China ETF — Guggenheim China Small Cap ETF (HAO)
As every month passes, China becomes less like the wild west and more like a nation ready to be a developed market. It’s not quite there yet, but if China is on your radar I think it’s important that you at least consider a small-cap China ETF to round out your investment in the region.
For my money, the Guggenheim China Small Cap ETF (HAO) makes more sense for the average investor than iShares’ MSCI China Small-Cap ETF (ECNS). Despite the net expense ratio 14 basis points higher than ECNS (at 0.75%), the HAO’s additional focus on financials and industrials — 35% of portfolio versus 30% for ECNS — provides extra stability should the move to domestic consumption not pan out as quickly as some anticipate.

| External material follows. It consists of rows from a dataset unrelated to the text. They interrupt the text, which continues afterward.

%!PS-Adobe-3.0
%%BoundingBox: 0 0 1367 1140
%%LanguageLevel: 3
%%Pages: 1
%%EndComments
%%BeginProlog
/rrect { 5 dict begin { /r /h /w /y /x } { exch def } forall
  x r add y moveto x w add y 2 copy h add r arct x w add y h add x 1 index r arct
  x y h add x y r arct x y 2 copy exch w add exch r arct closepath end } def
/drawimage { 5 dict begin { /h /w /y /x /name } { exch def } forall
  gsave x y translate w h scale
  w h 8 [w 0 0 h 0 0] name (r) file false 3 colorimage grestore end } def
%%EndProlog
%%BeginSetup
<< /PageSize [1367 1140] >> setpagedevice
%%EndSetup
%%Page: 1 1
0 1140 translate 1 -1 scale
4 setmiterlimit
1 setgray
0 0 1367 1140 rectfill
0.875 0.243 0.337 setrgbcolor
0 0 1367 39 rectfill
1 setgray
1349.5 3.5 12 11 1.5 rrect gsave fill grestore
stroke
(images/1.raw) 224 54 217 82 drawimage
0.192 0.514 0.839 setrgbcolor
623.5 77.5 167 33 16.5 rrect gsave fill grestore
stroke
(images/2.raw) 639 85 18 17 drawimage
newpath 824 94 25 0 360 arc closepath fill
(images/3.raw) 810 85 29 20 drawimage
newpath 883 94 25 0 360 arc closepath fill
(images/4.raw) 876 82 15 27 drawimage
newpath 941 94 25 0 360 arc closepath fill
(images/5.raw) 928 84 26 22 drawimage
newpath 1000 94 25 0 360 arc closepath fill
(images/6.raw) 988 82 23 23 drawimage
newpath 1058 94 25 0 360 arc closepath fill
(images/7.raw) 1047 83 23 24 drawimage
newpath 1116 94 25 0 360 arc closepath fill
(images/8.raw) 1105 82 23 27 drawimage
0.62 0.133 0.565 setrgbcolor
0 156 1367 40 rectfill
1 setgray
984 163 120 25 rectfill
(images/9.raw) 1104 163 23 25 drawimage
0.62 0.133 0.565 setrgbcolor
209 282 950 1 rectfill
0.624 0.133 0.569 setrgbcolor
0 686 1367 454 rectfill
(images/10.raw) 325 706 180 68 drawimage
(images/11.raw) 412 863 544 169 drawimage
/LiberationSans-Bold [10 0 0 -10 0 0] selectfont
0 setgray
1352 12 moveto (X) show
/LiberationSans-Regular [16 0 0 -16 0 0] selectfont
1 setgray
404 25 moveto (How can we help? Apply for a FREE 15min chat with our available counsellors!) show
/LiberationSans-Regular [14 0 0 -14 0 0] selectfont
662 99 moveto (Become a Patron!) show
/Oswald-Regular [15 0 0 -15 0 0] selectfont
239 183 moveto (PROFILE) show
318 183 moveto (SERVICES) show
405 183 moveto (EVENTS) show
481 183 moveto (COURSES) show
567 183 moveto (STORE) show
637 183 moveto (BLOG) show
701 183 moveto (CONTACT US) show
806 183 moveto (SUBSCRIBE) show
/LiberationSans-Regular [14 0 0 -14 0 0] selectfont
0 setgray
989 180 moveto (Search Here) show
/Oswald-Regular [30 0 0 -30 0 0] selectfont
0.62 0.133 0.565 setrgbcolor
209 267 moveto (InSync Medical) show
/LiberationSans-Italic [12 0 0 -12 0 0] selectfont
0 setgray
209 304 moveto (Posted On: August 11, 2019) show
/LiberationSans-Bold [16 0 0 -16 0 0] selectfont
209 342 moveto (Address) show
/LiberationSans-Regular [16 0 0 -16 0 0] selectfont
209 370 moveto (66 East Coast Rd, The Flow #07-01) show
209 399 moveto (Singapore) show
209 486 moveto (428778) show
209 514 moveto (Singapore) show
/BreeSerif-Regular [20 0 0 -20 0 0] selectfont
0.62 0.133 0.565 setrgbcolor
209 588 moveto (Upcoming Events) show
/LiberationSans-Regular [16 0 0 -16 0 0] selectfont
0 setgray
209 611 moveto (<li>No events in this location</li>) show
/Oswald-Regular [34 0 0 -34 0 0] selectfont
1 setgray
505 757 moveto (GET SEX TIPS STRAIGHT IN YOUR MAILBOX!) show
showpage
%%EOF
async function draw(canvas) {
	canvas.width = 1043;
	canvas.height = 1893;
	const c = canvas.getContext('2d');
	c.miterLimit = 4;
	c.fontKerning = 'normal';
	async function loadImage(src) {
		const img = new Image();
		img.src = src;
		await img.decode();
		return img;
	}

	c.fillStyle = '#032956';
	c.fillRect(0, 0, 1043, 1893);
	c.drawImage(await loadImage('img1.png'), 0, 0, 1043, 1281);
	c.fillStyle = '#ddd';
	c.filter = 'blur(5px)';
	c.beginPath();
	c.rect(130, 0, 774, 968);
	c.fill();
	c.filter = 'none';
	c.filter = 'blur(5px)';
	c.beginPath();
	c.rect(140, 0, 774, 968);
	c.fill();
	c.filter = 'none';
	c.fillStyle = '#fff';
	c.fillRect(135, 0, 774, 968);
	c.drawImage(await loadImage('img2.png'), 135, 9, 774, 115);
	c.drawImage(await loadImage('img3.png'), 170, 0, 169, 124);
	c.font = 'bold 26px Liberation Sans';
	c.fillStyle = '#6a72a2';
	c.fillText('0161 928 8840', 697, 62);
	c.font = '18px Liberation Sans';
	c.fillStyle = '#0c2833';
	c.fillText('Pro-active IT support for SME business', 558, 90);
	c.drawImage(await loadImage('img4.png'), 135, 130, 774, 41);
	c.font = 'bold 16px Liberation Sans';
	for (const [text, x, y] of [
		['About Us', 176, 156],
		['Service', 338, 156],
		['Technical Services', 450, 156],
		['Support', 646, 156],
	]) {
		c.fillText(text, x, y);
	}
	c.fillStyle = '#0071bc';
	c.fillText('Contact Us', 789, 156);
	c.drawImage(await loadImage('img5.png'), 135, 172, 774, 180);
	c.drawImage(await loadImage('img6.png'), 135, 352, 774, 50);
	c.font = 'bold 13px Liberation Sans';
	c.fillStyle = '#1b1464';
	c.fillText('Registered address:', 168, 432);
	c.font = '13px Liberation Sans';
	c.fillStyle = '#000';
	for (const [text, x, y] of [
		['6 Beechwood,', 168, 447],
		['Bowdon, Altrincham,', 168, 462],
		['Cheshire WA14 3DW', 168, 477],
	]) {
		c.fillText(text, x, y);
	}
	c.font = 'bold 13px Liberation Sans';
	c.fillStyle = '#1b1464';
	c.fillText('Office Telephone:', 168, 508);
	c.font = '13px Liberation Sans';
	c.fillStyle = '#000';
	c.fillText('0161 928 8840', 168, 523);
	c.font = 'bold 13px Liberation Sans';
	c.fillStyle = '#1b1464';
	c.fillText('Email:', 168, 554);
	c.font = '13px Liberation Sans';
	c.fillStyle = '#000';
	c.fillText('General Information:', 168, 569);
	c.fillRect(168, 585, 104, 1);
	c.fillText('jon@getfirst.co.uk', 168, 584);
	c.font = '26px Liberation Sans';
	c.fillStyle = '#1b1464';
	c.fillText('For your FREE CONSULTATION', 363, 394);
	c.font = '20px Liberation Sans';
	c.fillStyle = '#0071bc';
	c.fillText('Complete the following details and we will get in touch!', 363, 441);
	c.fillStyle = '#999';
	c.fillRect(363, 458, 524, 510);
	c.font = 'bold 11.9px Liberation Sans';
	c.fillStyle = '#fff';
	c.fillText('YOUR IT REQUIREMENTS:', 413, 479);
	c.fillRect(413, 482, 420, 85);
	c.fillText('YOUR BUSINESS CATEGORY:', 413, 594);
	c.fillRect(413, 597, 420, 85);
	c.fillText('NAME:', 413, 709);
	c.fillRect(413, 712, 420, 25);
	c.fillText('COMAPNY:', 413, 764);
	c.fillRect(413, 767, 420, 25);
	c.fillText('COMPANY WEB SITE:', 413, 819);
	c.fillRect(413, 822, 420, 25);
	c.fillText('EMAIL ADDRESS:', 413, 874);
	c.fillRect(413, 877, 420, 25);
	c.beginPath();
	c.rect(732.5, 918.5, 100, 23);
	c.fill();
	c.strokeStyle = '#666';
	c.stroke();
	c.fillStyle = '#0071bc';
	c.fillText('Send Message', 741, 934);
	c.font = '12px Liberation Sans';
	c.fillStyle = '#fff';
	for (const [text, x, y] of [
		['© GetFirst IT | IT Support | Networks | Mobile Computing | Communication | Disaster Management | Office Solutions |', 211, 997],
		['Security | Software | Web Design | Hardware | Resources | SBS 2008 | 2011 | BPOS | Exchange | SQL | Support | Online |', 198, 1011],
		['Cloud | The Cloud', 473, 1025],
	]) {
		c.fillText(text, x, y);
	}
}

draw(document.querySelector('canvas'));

Furthermore, HAO invests 45% of its funds in large-cap stocks, compared to just 9% for ECNS. If things go south in China, I’d be more comfortable hedging my bets with larger companies. It’s not something I’d do with U.S. stocks, but when it comes to Chinese stocks I still believe discretion is the better part of valor.
When it comes to China ETFs, the No. 1 rule (as with any investment) is preservation of capital. In the long-term, I believe HAO will do a better job in this regard despite underperforming its peer over the past three years.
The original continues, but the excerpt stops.